Иногда она ждала его с работы, боялась: а вдруг не придет, поглядывала на часы. А другой раз смотрела на него с отвращением: как он ест, зевает, чешется... И куда подевалась его солнечная улыбка? Она не могла ответить на этот вопрос. Миша если и улыбался, то криво, с насмешкой. Иногда ей хотелось выгнать его. Просто устроить скандал, обругать нехорошими словами, поцарапать ему лицо и выкинуть вещи на улицу, но ведь это был его родной дом.

Галина Ивановна зудела, что Таня детдомовская, поэтому и не понимает, как нужно семью строить и как в ней себя вести. А как, скажите, себя вести, если муж с ней даже разговаривать не желает, не то что там по хозяйству помочь? Ну да, как же, он мужчина, он деньги в дом приносит. С утра до ночи на заводе вкалывает, надо же когда-то и отдохнуть трудящемуся человеку, а тут ты со своими расспросами...

Галина Ивановна придумала еще колыбельную Ваське петь каждый вечер:

Курля шурля — голова лохматая,

Курлы шурлы — лапти подратые.

Спи, дитя, в своем ты месте,

Коли конь лихой на месте.

Щеколды болды колды —

Побежит баран сюды,

Прибежит да забодает —

Нашу Таню в лес отправит.

Нашу Таню не ищи,

Ей туды сукно тащи.

Будет Таня крепко спать

И твой сон оберегать.

Спи, дитя, и не зияй,

Спи, глаза ты закрывай.

Чтобы волк не ухватил,

Ты ложися до светил.

Таня сильно возмущалась сперва: что это за песня такая и почему вдруг Таню отправили в лес? А Галина Ивановна отвечала, что это такая старинная колыбельная, она ее с детства запомнила на всю жизнь. Под нее все дети деревенские выросли, и Васька вырастет, никуда не денется.

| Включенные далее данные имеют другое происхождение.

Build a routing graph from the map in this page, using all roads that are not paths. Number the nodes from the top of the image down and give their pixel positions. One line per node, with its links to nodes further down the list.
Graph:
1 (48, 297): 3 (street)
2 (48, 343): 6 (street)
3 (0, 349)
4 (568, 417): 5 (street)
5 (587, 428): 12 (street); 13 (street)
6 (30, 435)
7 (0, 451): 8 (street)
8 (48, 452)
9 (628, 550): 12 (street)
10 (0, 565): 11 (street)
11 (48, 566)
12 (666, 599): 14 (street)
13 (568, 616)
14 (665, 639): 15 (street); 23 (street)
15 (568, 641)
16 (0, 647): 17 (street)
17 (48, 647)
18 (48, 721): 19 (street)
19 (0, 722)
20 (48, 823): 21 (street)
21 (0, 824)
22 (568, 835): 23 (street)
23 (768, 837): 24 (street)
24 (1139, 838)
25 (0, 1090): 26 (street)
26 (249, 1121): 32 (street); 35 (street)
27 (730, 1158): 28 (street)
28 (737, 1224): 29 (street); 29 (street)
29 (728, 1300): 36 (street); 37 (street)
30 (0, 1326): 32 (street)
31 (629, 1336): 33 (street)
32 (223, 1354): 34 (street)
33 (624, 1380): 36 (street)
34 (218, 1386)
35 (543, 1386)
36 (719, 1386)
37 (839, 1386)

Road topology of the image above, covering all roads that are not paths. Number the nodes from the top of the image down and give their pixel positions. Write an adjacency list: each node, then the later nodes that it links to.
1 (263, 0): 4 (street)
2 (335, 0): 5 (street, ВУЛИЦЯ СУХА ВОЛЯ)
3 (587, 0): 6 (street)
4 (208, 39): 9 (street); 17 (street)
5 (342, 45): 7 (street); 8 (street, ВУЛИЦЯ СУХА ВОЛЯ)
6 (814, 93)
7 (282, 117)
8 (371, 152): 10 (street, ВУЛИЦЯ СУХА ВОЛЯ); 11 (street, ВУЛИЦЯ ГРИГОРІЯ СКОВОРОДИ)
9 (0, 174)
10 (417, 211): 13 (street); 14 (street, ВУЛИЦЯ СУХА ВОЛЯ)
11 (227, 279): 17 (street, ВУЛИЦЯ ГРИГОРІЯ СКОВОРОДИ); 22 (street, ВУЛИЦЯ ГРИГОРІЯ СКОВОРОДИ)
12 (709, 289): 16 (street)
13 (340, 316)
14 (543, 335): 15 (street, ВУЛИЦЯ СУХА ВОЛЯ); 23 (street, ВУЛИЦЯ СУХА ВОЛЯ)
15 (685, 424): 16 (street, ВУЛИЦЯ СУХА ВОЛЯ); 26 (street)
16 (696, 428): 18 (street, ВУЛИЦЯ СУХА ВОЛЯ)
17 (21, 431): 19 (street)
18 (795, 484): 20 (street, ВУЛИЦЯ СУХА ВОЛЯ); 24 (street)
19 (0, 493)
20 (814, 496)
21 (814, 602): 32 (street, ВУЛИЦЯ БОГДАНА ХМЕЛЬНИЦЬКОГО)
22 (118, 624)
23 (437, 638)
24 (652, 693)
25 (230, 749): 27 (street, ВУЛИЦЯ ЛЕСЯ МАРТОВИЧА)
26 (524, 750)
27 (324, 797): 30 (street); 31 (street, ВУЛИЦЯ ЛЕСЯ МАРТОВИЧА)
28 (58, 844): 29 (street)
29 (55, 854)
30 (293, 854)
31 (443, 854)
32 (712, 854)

Таня только молча ужасалась: страх-то какой! Да разве можно такое ребенку петь? Если когда-то и нападали на детей волки, так это давно прошло. Неужели все родители эту колыбельную своим детям поют? Вдруг да правда? Тогда очень хорошо, что у нее нет родителей, она и страха не знает. Галина Ивановна сперва еще намекала, что она может ее мамой звать, да только у Тани язык не поворачивался никак и губы в это слово не складывались. Ну не было у нее ни мамы, ни папы. А если и были, так она от них давно отреклась.

Васька бабушке говорил: «Ба, я те лю», а Тане вот ничего такого не говорил.


И с родителями своих учеников Таня даже не знала, как разговаривать. Ну, нахватал Квашнин двоек, вызвала она родителей в школу, рассказывает им, что Квашнин полный дурень, до сих пор в столбик считать не умеет. А мамаша Квашнина ей в ответ: «Значит, это вы его не научили, Татьяна Петровна». А у самой губы накрашены. Лучше бы уроки со своим сынком учила, чем перед зеркалом вертеться. Чуть ведь так и не ответила Квашниной.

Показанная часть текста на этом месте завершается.